About this task: Work out the number of lines in the records that include the word "bridge"; reply with that number alone.

Exercise data:
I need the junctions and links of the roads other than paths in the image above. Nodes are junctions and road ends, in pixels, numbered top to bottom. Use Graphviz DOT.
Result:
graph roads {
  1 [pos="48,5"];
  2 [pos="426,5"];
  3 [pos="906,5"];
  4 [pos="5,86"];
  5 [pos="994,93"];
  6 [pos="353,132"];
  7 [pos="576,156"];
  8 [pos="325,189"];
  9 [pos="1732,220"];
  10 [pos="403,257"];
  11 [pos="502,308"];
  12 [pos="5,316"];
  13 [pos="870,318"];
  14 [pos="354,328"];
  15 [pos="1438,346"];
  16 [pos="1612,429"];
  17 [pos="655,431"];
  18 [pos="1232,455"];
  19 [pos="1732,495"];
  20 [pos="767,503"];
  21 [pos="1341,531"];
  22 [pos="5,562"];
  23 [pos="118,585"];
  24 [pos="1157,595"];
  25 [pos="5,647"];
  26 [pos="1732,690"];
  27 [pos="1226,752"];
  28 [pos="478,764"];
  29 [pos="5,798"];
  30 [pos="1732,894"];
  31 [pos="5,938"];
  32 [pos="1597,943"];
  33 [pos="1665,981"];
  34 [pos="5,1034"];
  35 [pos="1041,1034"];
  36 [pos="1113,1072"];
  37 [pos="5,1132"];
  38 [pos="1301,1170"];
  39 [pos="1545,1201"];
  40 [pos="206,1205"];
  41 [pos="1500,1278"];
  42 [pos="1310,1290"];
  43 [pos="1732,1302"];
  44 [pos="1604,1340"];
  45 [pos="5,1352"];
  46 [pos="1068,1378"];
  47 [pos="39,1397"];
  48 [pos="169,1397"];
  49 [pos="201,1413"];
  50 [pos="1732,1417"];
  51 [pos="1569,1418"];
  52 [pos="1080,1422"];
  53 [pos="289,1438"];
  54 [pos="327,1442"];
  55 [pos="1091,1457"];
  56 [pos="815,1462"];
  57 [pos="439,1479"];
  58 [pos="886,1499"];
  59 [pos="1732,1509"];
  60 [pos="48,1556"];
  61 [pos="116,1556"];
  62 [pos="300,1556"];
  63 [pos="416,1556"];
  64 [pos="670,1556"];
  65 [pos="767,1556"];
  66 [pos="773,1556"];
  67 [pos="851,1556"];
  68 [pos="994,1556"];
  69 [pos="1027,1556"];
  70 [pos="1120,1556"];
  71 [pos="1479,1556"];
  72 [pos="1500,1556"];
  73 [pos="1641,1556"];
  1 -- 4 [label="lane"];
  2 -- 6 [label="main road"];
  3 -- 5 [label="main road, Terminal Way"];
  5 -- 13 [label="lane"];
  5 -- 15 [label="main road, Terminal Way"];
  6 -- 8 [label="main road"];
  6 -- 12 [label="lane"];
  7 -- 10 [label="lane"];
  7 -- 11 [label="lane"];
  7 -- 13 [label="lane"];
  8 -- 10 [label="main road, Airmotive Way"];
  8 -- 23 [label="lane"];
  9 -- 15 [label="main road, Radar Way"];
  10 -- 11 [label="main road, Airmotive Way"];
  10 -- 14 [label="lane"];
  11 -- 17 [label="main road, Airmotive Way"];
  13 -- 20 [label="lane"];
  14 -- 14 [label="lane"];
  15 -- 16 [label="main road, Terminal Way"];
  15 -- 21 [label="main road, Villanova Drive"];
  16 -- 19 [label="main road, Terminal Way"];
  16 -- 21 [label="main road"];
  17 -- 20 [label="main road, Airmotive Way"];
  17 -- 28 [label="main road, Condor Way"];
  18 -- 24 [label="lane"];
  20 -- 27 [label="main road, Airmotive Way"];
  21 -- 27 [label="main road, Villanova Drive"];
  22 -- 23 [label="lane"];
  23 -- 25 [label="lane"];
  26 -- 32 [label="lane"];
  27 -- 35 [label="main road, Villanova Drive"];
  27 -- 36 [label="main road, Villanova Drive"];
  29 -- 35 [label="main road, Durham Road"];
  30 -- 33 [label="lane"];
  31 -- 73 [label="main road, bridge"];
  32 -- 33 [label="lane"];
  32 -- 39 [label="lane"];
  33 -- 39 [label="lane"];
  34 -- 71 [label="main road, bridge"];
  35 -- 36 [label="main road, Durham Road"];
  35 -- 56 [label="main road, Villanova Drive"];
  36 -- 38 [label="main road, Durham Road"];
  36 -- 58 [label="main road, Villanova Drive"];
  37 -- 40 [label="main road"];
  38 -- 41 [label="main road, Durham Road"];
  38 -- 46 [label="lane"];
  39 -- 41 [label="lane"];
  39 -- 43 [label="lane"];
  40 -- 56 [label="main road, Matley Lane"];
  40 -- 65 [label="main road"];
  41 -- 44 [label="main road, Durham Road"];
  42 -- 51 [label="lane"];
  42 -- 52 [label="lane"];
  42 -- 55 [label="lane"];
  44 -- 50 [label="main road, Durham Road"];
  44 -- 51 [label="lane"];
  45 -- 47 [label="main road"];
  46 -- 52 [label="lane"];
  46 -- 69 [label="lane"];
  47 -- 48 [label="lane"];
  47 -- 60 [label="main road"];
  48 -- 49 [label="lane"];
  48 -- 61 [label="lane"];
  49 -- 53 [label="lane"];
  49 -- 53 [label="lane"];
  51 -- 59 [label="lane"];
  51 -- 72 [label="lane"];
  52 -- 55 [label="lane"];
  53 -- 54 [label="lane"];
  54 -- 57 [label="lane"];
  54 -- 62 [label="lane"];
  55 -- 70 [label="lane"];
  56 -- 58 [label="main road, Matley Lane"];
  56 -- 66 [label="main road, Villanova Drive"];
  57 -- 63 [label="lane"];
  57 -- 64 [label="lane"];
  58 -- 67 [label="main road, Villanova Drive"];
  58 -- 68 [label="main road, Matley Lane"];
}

Response for this exercise: 2